Outra parceria histórica é com o violinista e compositor Guinga na ardente “Você, Você”, típica melodia guinguiana, de inusitados intervalos e formações de acordes, vocalises e complexa harmonia. Na letra exímia de Chico, ele manda versos interrogativos como: “Que roupa você veste, que anéis?/ Por quem você se troca?/ Que bicho feroz são seus cabelos/ Que à noite você solta?”
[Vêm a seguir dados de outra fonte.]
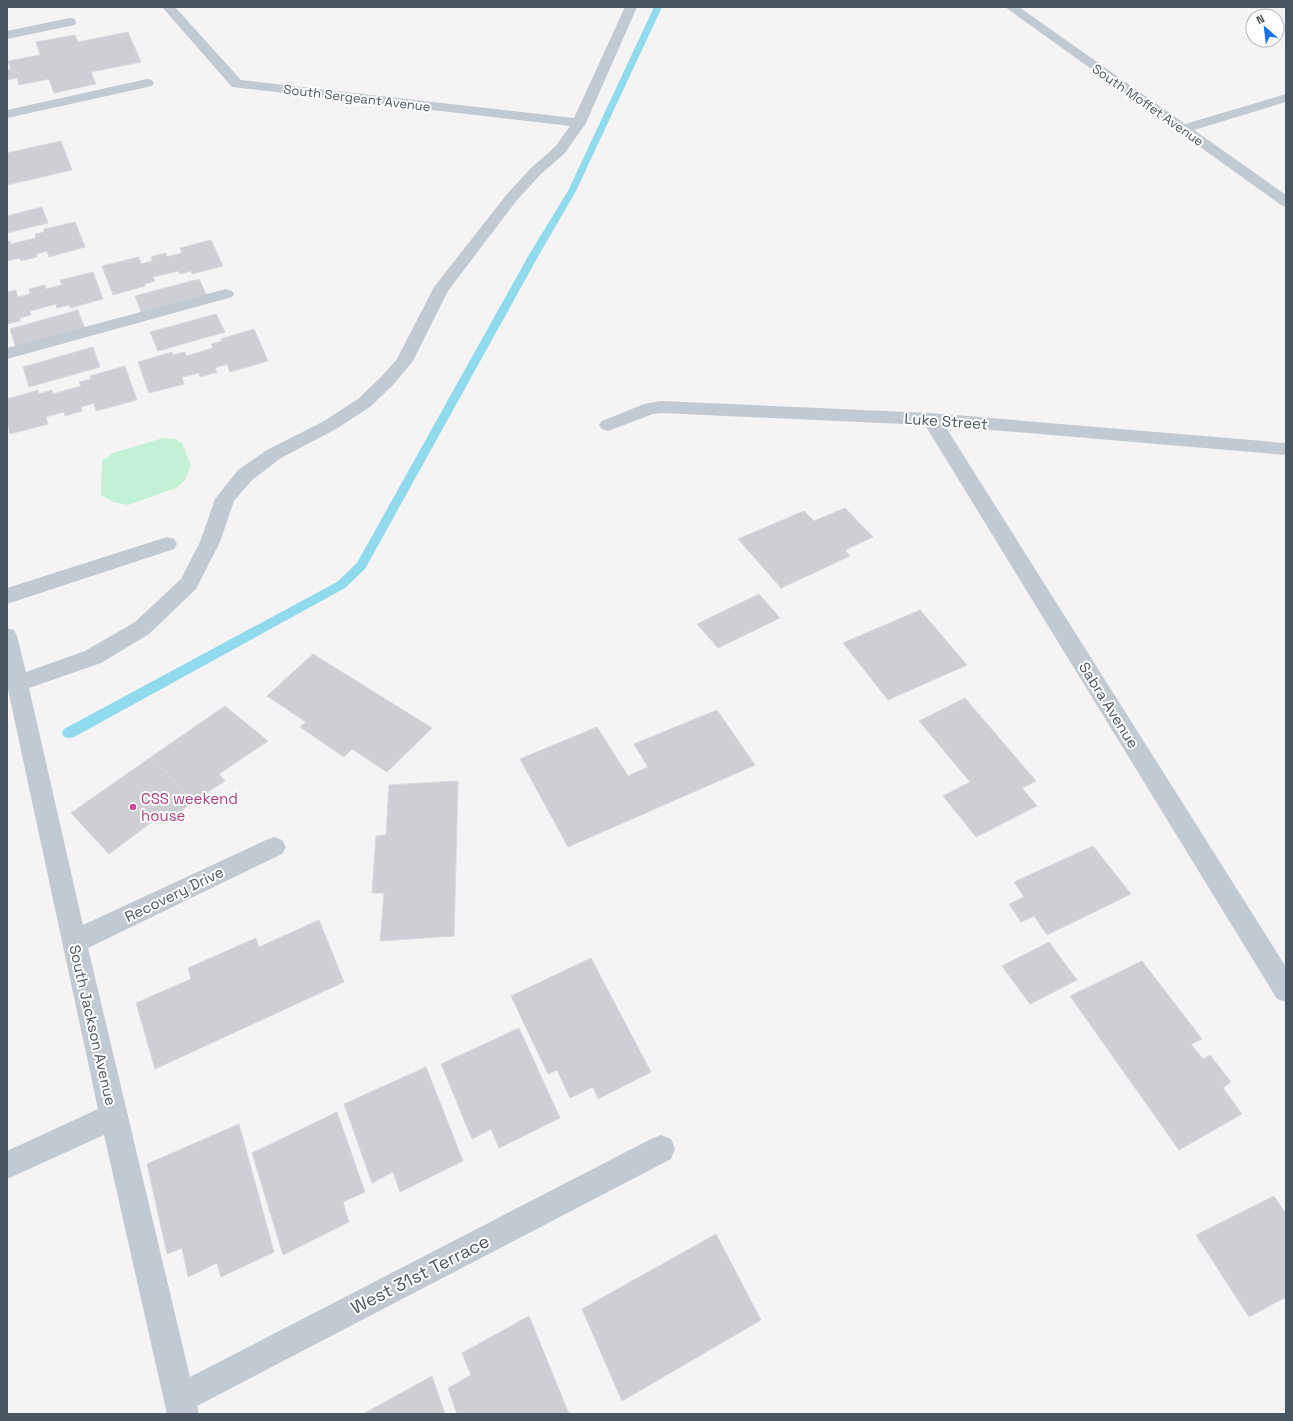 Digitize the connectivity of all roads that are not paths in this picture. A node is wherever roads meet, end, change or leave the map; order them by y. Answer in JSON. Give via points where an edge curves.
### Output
{"nodes":[{"id":1,"x":168,"y":7,"type":"edge"},
{"id":2,"x":631,"y":7,"type":"edge"},
{"id":3,"x":1010,"y":7,"type":"edge"},
{"id":4,"x":70,"y":22,"type":"dead end"},
{"id":5,"x":7,"y":35,"type":"edge"},
{"id":6,"x":147,"y":83,"type":"dead end"},
{"id":7,"x":1286,"y":98,"type":"edge"},
{"id":8,"x":7,"y":114,"type":"edge"},
{"id":9,"x":579,"y":123,"type":"junction"},
{"id":10,"x":1182,"y":129,"type":"junction"},
{"id":11,"x":1286,"y":202,"type":"edge"},
{"id":12,"x":226,"y":294,"type":"dead end"},
{"id":13,"x":7,"y":354,"type":"edge"},
{"id":14,"x":931,"y":419,"type":"junction"},
{"id":15,"x":608,"y":425,"type":"dead end"},
{"id":16,"x":1286,"y":449,"type":"edge"},
{"id":17,"x":167,"y":544,"type":"dead end"},
{"id":18,"x":7,"y":596,"type":"edge"},
{"id":19,"x":7,"y":636,"type":"edge"},
{"id":20,"x":18,"y":683,"type":"junction"},
{"id":21,"x":274,"y":846,"type":"dead end"},
{"id":22,"x":74,"y":942,"type":"junction"},
{"id":23,"x":1286,"y":990,"type":"edge"},
{"id":24,"x":114,"y":1116,"type":"junction"},
{"id":25,"x":661,"y":1149,"type":"dead end"},
{"id":26,"x":7,"y":1165,"type":"edge"},
{"id":27,"x":181,"y":1406,"type":"edge"}],
"edges":[{"from":1,"to":9,"type":"street","name":"South Sergeant Avenue","via":[[237,84]]},
{"from":2,"to":9,"type":"street"},
{"from":3,"to":10,"type":"street","name":"South Moffet Avenue"},
{"from":4,"to":5,"type":"street"},
{"from":6,"to":8,"type":"street"},
{"from":7,"to":10,"type":"street"},
{"from":9,"to":20,"type":"street","via":[[560,150],[536,171],[512,198],[440,290],[404,361],[387,381],[358,407],[330,425],[274,454],[245,475],[225,499],[210,542],[189,584],[142,628],[93,657]]},
{"from":10,"to":11,"type":"street","name":"South Moffet Avenue"},
{"from":12,"to":13,"type":"street"},
{"from":14,"to":15,"type":"street","name":"Luke Street","via":[[661,407],[650,408]]},
{"from":14,"to":16,"type":"street","name":"Luke Street"},
{"from":14,"to":23,"type":"street","name":"Sabra Avenue"},
{"from":17,"to":18,"type":"street"},
{"from":19,"to":20,"type":"street","name":"South Jackson Avenue"},
{"from":20,"to":22,"type":"street","name":"South Jackson Avenue"},
{"from":21,"to":22,"type":"street","name":"Recovery Drive"},
{"from":22,"to":24,"type":"street","name":"South Jackson Avenue"},
{"from":24,"to":26,"type":"street"},
{"from":24,"to":27,"type":"street","name":"South Jackson Avenue"},
{"from":25,"to":27,"type":"street","name":"West 31st Terrace"}]}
Se estamos falando de obras-primas, então vem outra: “Assentamento”. Extraída do projeto “Terra”, produzido por Chico juntamente com o fotógrafo Sebastião Salgado, em 1997, é certamente uma das mais preciosas canções de todo o cancioneiro buarquiano. Resgatando a atmosfera de músicas antigas suas como “Fantasia” e “O Cio da Terra”, que carregam a temática das lutas fundiárias no Brasil, bem como a literatura de Guimarães Rosa, de quem declama os versos iniciais (“Quando eu morrer, que me enterrem na beira do chapadão/ contente com minha terra/ cansado de tanta guerra/ crescido de coração”), “Assentamento” é um canto político e de esperança ao Movimento Sem-Terra. “Vamos ver a campina quando flora/ A piracema, rios contravim/ Binho, Bel, Bia, Quim/ Vamos embora”. A luta continua, companheiros.

vídeo de "Assentamento" do DVD "As Cidades Ao Vivo"

Dois belos sambas: “Injuriado”, em dueto com a irmã e referência no meio dos bambas Cristina Buarque, e outra antiga: “Aquela Mulher”, do repertório do filme “Ópera do Malandro”, de 1985, mas que, cantada à época pelo ator Edson Celulari e, logo depois, por Paulinho da Viola, nunca havia sido registrada na voz do seu próprio criador.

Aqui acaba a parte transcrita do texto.